Detroit finally got a break with twenty-eight seconds remaining in the period. Joe Sakic was sent to the penalty box for interference, and most of the power play carried over into the third period. Once play resumed after the intermission, Detroit took control. Hull got the puck to Steve Yzerman at the left side of Roy’s net. Yzerman took the shot from that bad angle, and it banked off of Roy’s back and into the net. Roy tried to cover it up, but the players and officials had seen it?the game was tied at one.

With the momentum from their captain’s goal, the Red Wings were able to apply more pressure. Hasek shook off whatever had been bothering him and came up huge for his team, especially in the last minute of the period when he had to stop a Forsberg shot and rebound from point-blank range.

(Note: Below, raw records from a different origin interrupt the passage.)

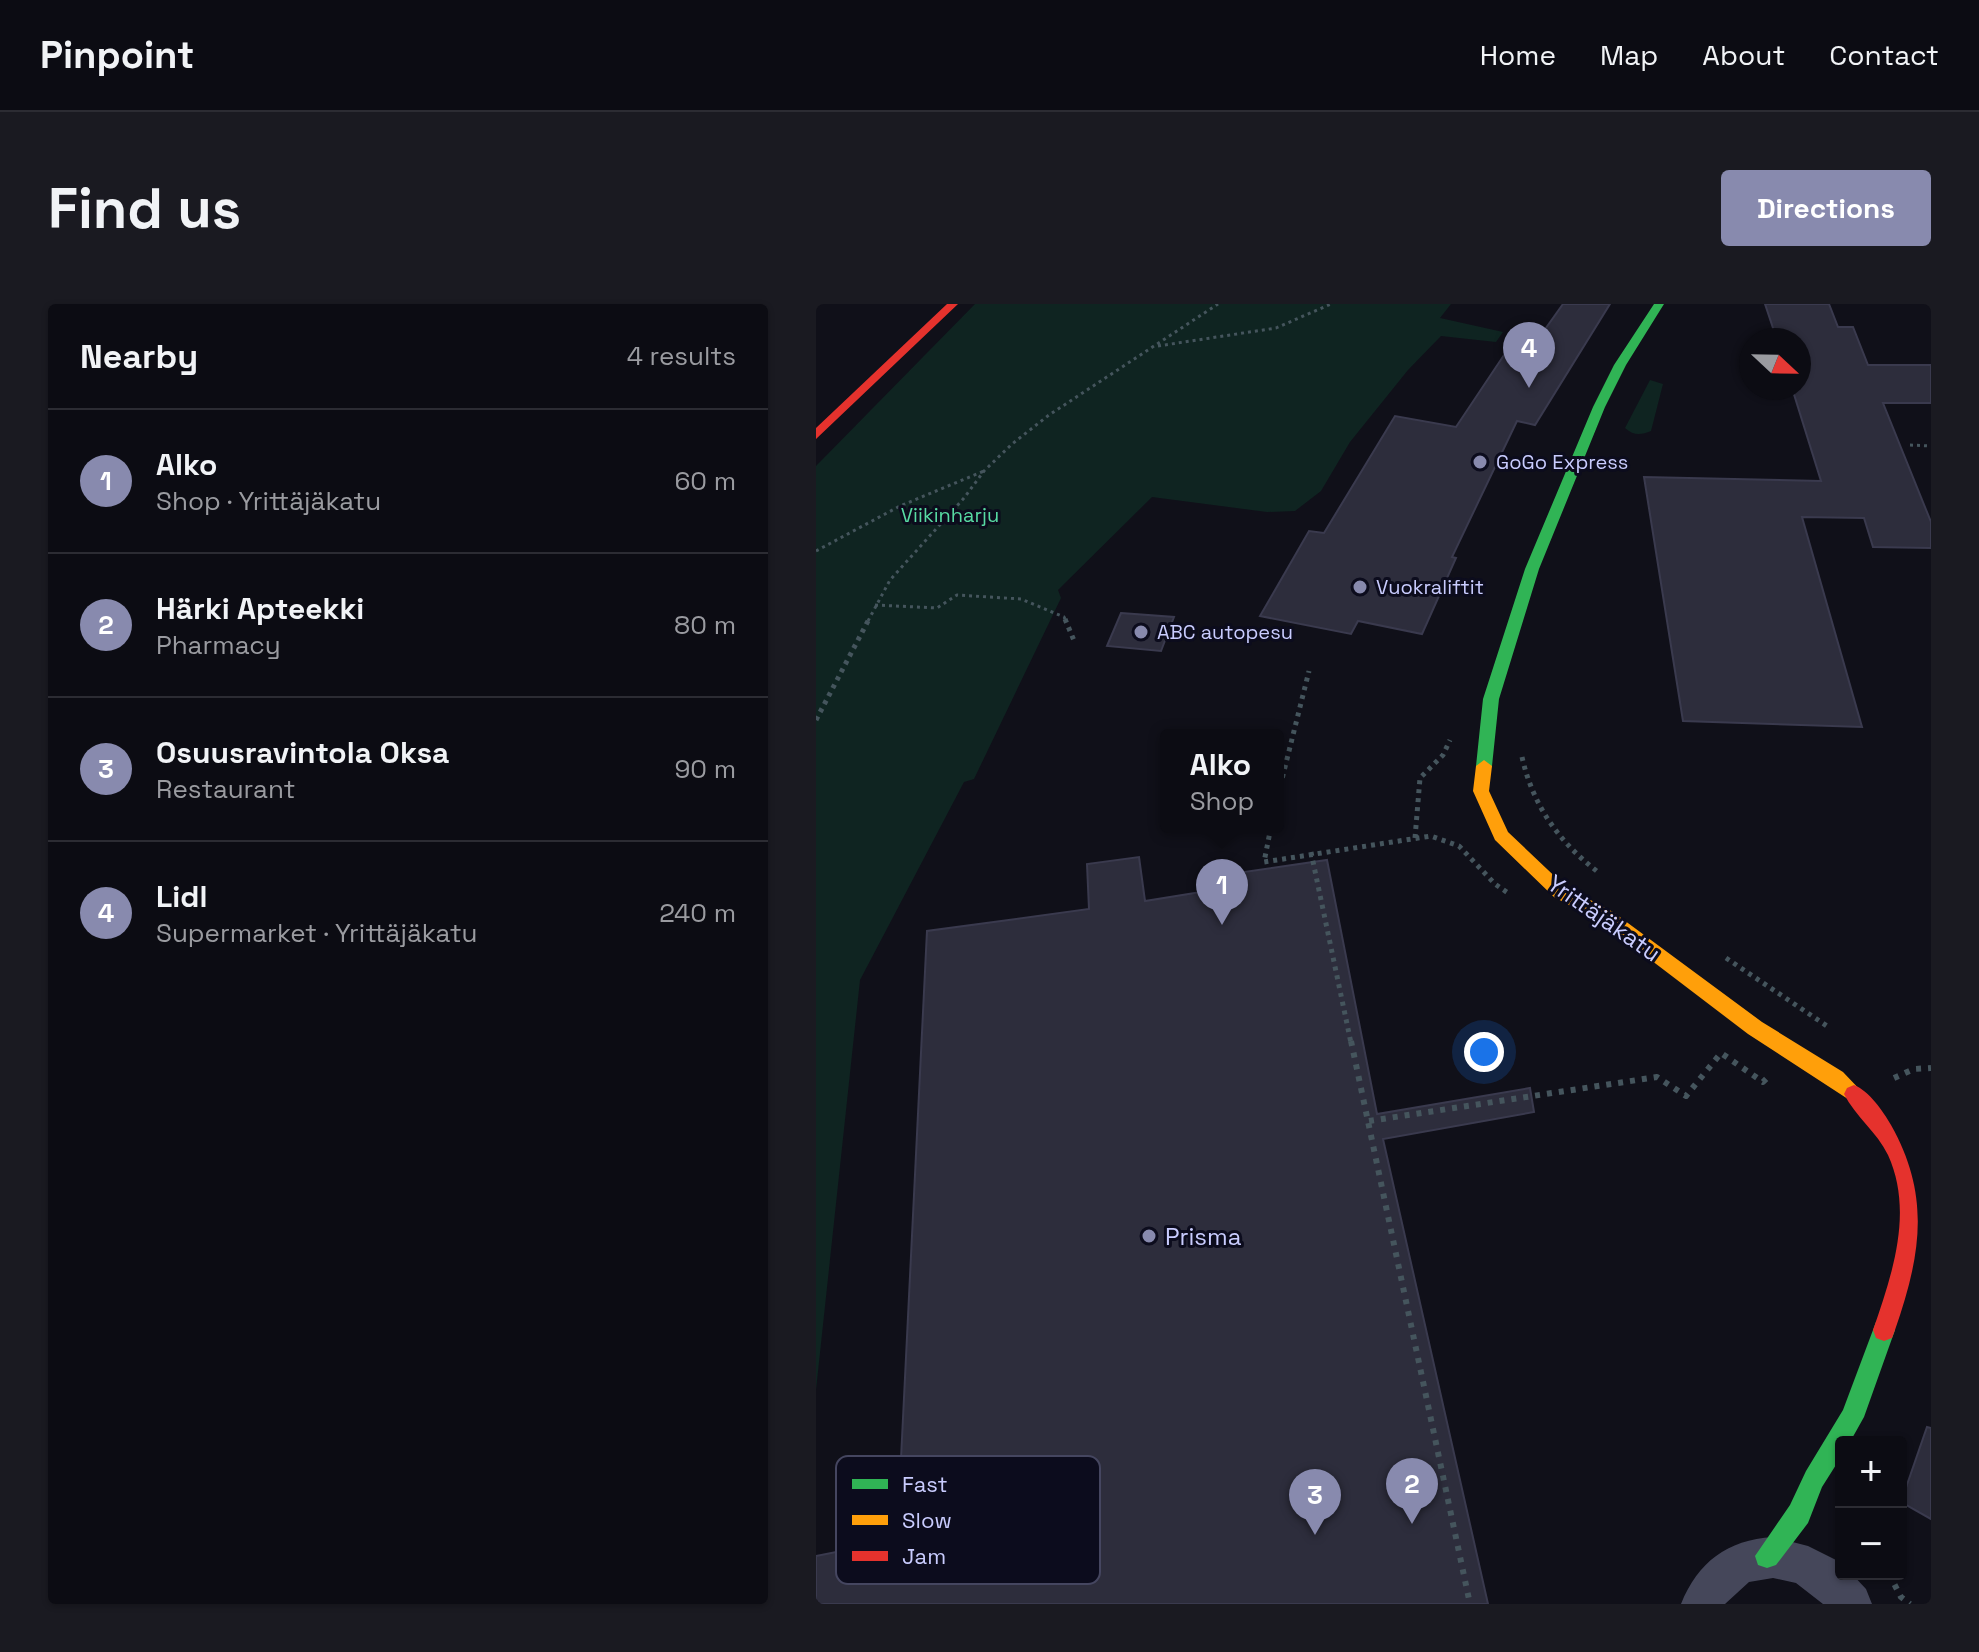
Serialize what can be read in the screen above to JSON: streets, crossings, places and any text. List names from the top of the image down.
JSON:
{
  "streets": {
    "street": ["Yrittäjäkatu"]
  },
  "parks": ["Viikinharju"],
  "places": [
    "GoGo Express",
    "Vuokraliftit",
    "ABC autopesu",
    "Prisma"
  ],
  "legend": ["Fast", "Slow", "Jam"],
  "north": "right",
  "page": {
    "header": "Pinpoint",
    "nav": [
      "Home",
      "Map",
      "About",
      "Contact"
    ],
    "buttons": "Directions",
    "title": "Find us",
    "heading": ["Nearby", "4 results"],
    "pins": [
      "4",
      "1",
      "2",
      "3"
    ],
    "list": [
      {
        "mark": "1",
        "name": "Alko",
        "note": "Shop · Yrittäjäkatu",
        "value": "60 m"
      },
      {
        "mark": "2",
        "name": "Härki Apteekki",
        "note": "Pharmacy",
        "value": "80 m"
      },
      {
        "mark": "3",
        "name": "Osuusravintola Oksa",
        "note": "Restaurant",
        "value": "90 m"
      },
      {
        "mark": "4",
        "name": "Lidl",
        "note": "Supermarket · Yrittäjäkatu",
        "value": "240 m"
      }
    ],
    "popup": ["Alko", "Shop"],
    "map_buttons": ["+", "−"]
  }
}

The puck stayed out and the game went to overtime.

Overtime was a frantic scramble by both teams. Again, Yzerman, Shanahan, and Sergei Fedorov all had scoring chances, but Roy held up to the pressure, and the Red Wings finally made the game-ending mistake. Brian Willsie, Chris Drury, and Forsberg got away on a three-on-two rush, and the two Red Wings back both went into the right corner after Willsie with the puck. Willsie got the pass away to Forsberg, who faked out Hasek, then put the puck high as Hasek was dropping to block a low shot.

Shots on net were nearly even, but the Avalanche had a slight edge of twenty-nine over Detroit’s twenty-seven. Game Six of the series will be Wednesday evening back in Denver.

Steve Yzerman’s goal ties him with Gordie Howe‘s franchise record for most playoff goals scored.